# Mercury 2010 outboard. Electric Start Issue - Pull Start Runs Fine



## 727Gheenoe (Dec 12, 2017)

Hello all,

I recently purchased a 2010 Gheenoe Highsider with a Mercury 9.9 (2010 I think). I never messed with the electric start until I purchased a new battery ( thought it was the old battery) so now when i plugged it into the motor terminals no noise at all from the starter. Not even a click.

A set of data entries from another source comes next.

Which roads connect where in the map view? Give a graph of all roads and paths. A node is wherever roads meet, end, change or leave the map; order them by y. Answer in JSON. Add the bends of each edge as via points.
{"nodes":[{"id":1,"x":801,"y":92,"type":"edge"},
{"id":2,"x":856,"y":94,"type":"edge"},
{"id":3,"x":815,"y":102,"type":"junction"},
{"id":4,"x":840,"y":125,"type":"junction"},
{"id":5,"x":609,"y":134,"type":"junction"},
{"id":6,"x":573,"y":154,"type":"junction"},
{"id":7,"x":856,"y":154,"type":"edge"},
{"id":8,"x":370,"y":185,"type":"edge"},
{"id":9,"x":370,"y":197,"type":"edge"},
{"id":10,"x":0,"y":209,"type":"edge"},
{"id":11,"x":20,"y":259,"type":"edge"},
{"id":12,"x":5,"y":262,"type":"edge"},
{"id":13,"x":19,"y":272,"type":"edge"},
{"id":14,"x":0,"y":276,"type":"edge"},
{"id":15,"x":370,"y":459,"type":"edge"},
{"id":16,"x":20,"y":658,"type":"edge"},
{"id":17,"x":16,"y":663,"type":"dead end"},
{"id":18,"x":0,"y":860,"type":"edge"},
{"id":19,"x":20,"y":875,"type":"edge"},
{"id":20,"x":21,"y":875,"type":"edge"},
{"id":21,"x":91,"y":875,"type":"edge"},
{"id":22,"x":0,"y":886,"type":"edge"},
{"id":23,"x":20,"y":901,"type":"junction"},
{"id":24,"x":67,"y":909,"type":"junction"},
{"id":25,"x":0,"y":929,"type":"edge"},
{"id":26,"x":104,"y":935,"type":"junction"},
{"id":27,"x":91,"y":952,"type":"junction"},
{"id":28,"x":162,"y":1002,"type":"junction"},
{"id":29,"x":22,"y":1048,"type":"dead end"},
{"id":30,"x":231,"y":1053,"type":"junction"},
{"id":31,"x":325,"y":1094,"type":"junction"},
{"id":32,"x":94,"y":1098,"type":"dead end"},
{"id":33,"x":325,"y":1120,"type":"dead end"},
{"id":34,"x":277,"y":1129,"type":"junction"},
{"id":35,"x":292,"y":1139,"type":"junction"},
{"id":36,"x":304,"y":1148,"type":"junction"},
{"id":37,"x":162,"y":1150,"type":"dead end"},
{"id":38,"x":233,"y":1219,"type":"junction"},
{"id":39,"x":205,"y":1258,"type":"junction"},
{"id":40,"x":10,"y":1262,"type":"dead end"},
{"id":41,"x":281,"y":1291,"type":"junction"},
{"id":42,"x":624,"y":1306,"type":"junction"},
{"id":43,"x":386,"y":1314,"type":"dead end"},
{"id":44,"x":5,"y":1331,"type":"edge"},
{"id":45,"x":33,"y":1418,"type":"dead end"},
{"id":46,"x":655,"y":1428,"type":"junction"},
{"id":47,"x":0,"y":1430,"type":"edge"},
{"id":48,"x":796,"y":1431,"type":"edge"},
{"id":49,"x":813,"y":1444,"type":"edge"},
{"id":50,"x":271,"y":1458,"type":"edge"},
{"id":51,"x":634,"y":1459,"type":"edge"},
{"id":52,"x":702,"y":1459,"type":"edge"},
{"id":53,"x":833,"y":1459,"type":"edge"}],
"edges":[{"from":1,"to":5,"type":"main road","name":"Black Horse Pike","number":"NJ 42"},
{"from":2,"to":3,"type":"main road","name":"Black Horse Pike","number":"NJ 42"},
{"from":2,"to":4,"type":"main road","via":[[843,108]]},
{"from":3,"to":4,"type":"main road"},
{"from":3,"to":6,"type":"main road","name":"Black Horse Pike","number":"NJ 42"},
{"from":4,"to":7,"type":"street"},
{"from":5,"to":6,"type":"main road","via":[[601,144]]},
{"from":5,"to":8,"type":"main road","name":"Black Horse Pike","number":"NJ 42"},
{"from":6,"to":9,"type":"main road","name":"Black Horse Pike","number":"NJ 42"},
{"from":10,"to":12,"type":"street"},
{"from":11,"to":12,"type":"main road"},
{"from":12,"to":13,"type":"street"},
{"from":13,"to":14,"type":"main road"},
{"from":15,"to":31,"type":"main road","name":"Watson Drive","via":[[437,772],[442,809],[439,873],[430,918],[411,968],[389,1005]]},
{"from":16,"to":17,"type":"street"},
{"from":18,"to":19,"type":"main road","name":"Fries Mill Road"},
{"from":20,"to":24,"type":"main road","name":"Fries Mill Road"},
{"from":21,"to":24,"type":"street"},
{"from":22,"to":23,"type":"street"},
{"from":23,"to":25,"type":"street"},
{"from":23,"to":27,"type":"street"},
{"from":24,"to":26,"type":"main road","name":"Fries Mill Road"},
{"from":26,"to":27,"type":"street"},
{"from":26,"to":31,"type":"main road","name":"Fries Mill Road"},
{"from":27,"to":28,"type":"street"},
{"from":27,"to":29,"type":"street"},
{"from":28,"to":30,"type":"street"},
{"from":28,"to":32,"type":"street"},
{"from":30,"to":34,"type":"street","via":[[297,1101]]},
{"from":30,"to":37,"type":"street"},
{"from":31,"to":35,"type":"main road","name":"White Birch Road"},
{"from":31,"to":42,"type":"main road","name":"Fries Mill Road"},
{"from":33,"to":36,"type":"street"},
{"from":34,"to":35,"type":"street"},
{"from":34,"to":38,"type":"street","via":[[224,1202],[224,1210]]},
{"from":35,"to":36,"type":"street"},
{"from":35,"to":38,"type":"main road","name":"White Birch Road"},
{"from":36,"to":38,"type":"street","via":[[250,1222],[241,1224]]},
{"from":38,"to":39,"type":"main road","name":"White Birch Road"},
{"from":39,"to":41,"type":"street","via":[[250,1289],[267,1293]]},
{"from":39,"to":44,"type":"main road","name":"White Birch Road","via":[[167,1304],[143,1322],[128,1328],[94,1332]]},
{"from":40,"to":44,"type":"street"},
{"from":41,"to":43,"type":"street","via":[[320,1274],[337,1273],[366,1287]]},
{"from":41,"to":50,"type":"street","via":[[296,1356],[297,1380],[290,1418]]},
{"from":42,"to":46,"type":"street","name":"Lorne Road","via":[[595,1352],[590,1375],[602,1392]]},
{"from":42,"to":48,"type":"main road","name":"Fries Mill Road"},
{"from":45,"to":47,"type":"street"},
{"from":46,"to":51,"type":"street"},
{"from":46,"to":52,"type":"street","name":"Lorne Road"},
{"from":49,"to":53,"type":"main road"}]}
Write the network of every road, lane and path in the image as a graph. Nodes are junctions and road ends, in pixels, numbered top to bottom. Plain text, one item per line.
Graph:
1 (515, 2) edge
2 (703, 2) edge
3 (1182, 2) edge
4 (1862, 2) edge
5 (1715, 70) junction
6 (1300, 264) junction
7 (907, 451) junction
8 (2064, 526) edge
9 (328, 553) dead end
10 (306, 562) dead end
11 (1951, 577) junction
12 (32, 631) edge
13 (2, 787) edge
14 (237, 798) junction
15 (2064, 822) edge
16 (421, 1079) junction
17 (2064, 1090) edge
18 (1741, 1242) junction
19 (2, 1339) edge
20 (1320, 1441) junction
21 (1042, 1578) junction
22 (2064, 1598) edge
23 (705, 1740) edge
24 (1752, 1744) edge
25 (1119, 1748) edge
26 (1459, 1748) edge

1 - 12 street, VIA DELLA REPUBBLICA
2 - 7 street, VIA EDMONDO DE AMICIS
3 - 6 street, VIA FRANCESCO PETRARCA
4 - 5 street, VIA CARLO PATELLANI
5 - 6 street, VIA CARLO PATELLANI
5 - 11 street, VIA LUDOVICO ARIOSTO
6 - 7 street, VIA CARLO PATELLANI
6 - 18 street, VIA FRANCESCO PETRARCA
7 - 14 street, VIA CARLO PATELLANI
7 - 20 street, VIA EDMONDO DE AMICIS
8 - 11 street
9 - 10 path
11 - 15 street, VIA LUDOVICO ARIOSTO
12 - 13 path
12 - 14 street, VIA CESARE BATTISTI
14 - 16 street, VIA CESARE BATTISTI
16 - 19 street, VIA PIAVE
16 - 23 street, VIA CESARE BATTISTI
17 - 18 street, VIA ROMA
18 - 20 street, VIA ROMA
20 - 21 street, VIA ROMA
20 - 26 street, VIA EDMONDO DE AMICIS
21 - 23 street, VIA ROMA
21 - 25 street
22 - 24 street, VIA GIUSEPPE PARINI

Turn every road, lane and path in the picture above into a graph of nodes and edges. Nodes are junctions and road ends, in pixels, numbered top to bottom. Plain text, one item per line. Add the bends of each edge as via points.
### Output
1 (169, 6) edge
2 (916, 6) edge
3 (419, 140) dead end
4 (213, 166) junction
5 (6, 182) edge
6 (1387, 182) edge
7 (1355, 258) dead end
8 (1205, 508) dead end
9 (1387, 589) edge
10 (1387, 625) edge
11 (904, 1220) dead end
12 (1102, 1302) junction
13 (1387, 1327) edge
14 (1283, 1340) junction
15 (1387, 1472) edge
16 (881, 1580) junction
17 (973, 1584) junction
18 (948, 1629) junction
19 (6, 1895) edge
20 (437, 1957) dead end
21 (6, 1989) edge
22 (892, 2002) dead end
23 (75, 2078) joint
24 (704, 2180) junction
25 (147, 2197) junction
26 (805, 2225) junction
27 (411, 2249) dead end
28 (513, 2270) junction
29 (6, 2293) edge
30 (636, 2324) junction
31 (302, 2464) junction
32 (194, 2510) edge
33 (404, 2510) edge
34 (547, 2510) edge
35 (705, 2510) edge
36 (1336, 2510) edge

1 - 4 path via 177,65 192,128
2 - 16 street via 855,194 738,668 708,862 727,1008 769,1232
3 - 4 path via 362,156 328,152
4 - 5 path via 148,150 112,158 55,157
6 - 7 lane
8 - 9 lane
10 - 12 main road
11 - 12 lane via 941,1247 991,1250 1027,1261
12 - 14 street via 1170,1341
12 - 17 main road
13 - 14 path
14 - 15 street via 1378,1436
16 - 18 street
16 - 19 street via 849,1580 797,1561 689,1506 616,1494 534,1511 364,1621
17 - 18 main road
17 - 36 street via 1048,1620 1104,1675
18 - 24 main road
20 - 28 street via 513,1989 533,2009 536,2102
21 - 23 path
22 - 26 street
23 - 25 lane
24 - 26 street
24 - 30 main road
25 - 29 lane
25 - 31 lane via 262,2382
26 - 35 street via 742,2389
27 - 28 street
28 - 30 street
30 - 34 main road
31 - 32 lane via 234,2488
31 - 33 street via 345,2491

As i have never had an electric start model I do not even know where to begin. Any suggestions greatly appreciated


----------



## yobata (Jul 14, 2015)

727Gheenoe said:


> Hello all,
> 
> I recently purchased a 2010 Gheenoe Highsider with a Mercury 9.9 (2010 I think). I never messed with the electric start until I purchased a new battery ( thought it was the old battery) so now when i plugged it into the motor terminals no noise at all from the starter. Not even a click.
> 
> As i have never had an electric start model I do not even know where to begin. Any suggestions greatly appreciated


I think there is a fuse under the cowl somewhere. I'd start with that.


----------



## 727Gheenoe (Dec 12, 2017)

Checked the fuse, slightly worn on the one side but there was an alternate fuse sitting next to it so I put the new fuse in, no change. Being around the florida coast I figured a terminal may be corroded somewhere but the wires are a cluster under the cowling, not sure where to begin


----------



## jmrodandgun (Sep 20, 2013)

727Gheenoe said:


> Checked the fuse, slightly worn on the one side but there was an alternate fuse sitting next to it so I put the new fuse in, no change. Being around the florida coast I figured a terminal may be corroded somewhere but the wires are a cluster under the cowling, not sure where to begin


Test the starter and switch to make sure there is no short in either one. Then test the 12v feed to the ignition switch. If you have power at the switch but no power to the starter, your hard short will be between the switch and the starter.


----------



## DONAGHUE (Nov 18, 2017)

Starter solenoid..... seen a few go bad


----------



## Jim Lenfest (Jul 20, 2016)

If there is not even a click, then it is obvious there is no power getting to the solenoid. Most are 2 big wires and two small wires. One big wire to battery, the other to the starter. One small wire to ground, the other small wire to the key switch the momentary part of the switch that is only positive while you hold the key hard over. The other side of the momentary switch will eventually make it to positive. As a quick test, run a small jumper from positive battery to the small wire switch side of the solenoid. Just tap it briefly, It should crank. It will not start though, if the key or emergency switch are off. If no cranking, then look for voltage at the wire to the key switch, from there to ground. If voltage and no solenoid click, replace solenoid. If voltage and a click, but no cranking, check and clean larger wires to starter and battery terminals. You might even remove starter mounting bolts to see if they are clean and providing a good ground. Also, check the negative big wire from the battery and see if it is grounded properly. One of those starter mounting bolts is the best place to connect that ground. That way, you are placing the ground right at the starter, the device that uses the most power on any motor. Attached look for a picture of a solonoid. This is the style my Mercs use. One for the starter and two for the power trim, one for up and one for down.


----------